Charles Guillemet. Ledger CTO, said the unintended outcome of MiCA has affected crypto startups in the EU. (Olivier Acuna/CoinDesk)
What to know:
The European Union’s MiCA rules impose steep capital, legal and compliance costs that industry figures say effectively shut out smaller crypto startups while favoring large, well-funded financial institutions.
Regulators argue that MiCA’s stringent requirements are necessary to protect consumers and build trust, even as traditional banks accelerate their move into blockchain and crypto services.
As banks turn to specialized firms like Ledger for enterprise-grade custody and tokenization despite past security breaches, native crypto companies are increasingly powering the infrastructure of mainstream finance in Europe.
An impact assessment by the EU Commission on MiCA estimated that each white paper could cost issuers between $4,500 and $87,000, depending on the complexity of the regime and the amount of legal advice required.
“I’m not sure that was the initial intent, but this is the result,” Guillemet said. “When it’s implemented, you have two kinds of companies: those who can pay for this compliance overhead, and the other ones that can’t. Smaller players cannot access the market, which creates a moat for the bigger players.”
While crypto startups view the high costs of MiCA compliance as a barrier to entry in the EU, European regulators have defended the rules, saying they are required to protect consumers and build mainstream institutional trust.
Institutional security
The widening regulatory gap comes at a critical time when traditional finance (TradFi) transitions from testing blockchain to full-scale adoption. Guillemet recalled the listing of spot crypto ETFs in early 2024 as a significant turning point, which sparked significant demand from traditional banks for enterprise-grade custody and asset tokenization.

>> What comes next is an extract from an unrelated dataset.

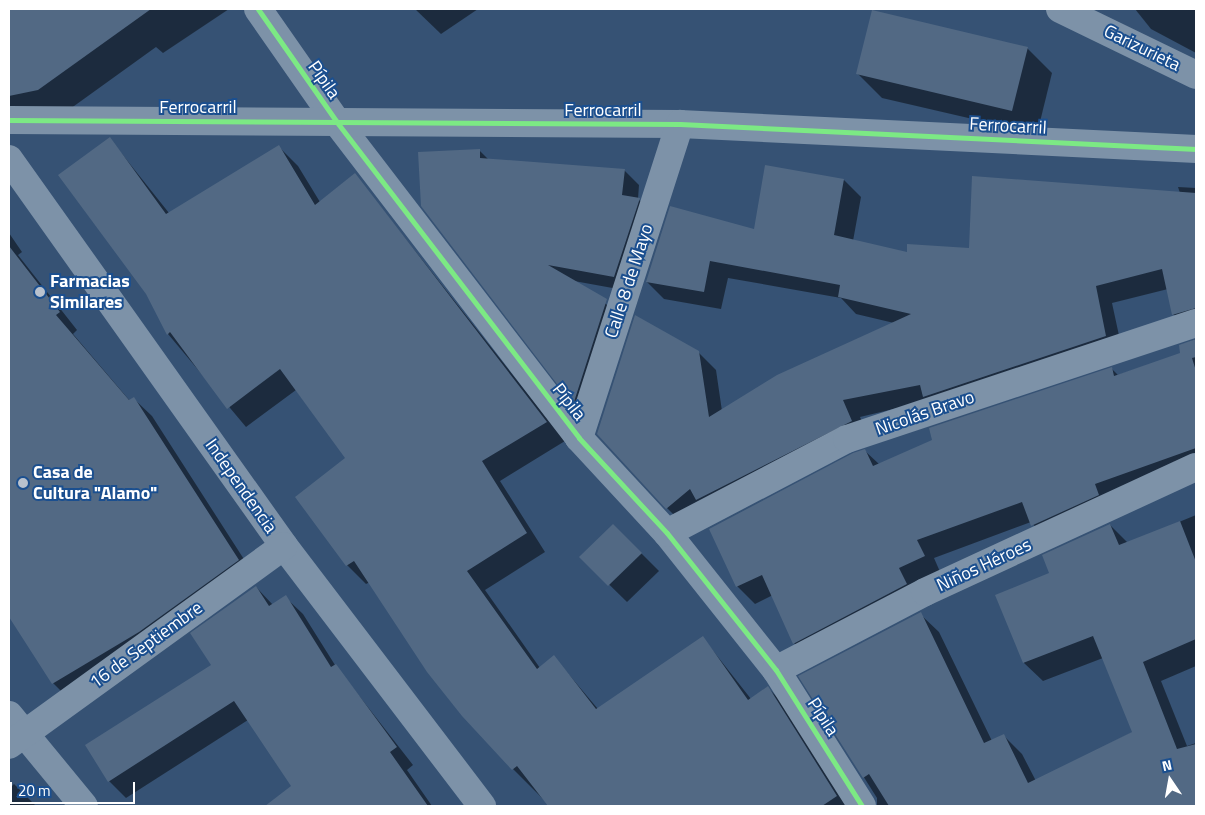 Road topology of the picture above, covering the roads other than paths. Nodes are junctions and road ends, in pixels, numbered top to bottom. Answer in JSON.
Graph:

“Before, banks mostly wanted to do small innovation projects,” Guillemet explained. “Now, it really changed. The main departments of banks really want to build around crypto, and they want to go all-in on blockchain technology.”

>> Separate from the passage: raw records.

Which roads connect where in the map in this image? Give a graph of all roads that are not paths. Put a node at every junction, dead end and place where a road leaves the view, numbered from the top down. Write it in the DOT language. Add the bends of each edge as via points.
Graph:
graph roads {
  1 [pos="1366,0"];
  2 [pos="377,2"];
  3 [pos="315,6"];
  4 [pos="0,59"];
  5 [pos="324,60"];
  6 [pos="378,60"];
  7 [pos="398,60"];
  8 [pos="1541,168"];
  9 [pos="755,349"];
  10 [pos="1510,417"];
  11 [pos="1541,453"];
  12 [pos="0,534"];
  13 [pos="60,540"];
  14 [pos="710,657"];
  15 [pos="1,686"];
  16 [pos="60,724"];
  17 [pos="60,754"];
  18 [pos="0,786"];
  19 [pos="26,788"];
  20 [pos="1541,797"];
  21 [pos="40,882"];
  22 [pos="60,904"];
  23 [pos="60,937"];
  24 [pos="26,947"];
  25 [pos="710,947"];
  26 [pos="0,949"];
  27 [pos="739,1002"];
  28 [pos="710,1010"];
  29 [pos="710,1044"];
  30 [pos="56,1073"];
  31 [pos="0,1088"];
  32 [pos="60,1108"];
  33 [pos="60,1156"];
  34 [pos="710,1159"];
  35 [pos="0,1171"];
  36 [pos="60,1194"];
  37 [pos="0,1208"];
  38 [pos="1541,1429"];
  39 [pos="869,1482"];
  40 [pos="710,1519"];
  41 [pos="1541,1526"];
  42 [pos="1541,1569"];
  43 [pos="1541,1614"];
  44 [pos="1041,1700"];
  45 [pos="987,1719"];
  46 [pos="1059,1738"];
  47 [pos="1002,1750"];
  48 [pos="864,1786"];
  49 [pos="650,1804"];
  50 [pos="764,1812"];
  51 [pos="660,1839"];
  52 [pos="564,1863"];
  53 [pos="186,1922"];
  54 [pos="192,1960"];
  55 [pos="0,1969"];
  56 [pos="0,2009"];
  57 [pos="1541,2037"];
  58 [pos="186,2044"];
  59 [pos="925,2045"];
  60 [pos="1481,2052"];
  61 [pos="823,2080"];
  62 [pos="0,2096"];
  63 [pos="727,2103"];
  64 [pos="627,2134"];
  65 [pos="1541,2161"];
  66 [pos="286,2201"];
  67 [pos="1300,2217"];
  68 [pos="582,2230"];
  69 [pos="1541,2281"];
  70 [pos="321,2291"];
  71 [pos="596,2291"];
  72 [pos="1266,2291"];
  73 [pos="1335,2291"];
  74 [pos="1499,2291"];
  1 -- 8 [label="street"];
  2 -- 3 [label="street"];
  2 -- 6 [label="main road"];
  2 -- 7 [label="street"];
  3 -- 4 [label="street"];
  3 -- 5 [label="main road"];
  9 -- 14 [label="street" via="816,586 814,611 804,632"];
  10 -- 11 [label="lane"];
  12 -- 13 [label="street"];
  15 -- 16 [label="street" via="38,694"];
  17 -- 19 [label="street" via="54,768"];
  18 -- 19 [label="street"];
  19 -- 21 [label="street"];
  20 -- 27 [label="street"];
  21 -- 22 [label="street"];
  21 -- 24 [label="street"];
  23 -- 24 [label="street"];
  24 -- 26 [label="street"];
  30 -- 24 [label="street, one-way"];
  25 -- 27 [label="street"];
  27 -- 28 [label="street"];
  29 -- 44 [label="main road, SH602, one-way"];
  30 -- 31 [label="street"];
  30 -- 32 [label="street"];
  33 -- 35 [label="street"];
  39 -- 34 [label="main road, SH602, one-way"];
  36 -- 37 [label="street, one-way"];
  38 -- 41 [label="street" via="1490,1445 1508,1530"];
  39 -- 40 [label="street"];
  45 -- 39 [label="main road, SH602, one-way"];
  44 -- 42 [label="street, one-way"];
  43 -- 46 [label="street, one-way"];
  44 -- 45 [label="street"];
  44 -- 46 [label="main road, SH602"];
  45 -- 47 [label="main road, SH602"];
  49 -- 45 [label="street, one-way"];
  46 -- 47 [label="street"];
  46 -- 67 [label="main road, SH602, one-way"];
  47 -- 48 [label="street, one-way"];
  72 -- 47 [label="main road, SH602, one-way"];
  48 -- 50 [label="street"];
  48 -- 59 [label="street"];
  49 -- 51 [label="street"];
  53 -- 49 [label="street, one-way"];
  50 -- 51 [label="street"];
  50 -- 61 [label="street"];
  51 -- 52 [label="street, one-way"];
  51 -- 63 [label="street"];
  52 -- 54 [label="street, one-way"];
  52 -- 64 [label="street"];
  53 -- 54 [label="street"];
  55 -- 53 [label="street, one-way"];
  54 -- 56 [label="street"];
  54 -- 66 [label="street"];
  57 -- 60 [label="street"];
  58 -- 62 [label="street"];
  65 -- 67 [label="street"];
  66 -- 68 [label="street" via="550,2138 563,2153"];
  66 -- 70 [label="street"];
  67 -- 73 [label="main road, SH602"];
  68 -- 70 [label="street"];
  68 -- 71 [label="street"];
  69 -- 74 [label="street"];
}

To capture this banking business, Ledger has been expanding past its retail roots into a dedicated business-to-business (B2B) infrastructure. Building these institutional security setups requires serious cash; Ledger has spent hundreds of millions of dollars over the years to maintain a massive engineering team.
“First and foremost, Ledger is a security company,” Guillemet said. “We have around 200 to 250 engineers who are working at Ledger to build the technology. We have a dedicated security team, who spend 100% of their time improving the security of our product. Security is front and center in everything we do.”
Real-world risks
However, Ledger’s massive security budget is an indication of the challenges its executive team continuously faces: in Web3, even hundreds of millions of dollars in engineering defenses cannot guarantee absolute immunity.
While Guillemet introduces Ledger’s enterprise architecture to traditional banks, the firm’s historical vulnerabilities underscore the relentless operational risks public blockchains face.
As traditional banks rush to bring real-world assets onto public blockchains, they are leaning on native crypto security firms to handle these operational risks. The end result is a shifting landscape: while smaller startups are being priced out of Europe by high compliance costs, traditional financial institutions are moving in, using native crypto code to build the new plumbing of global finance.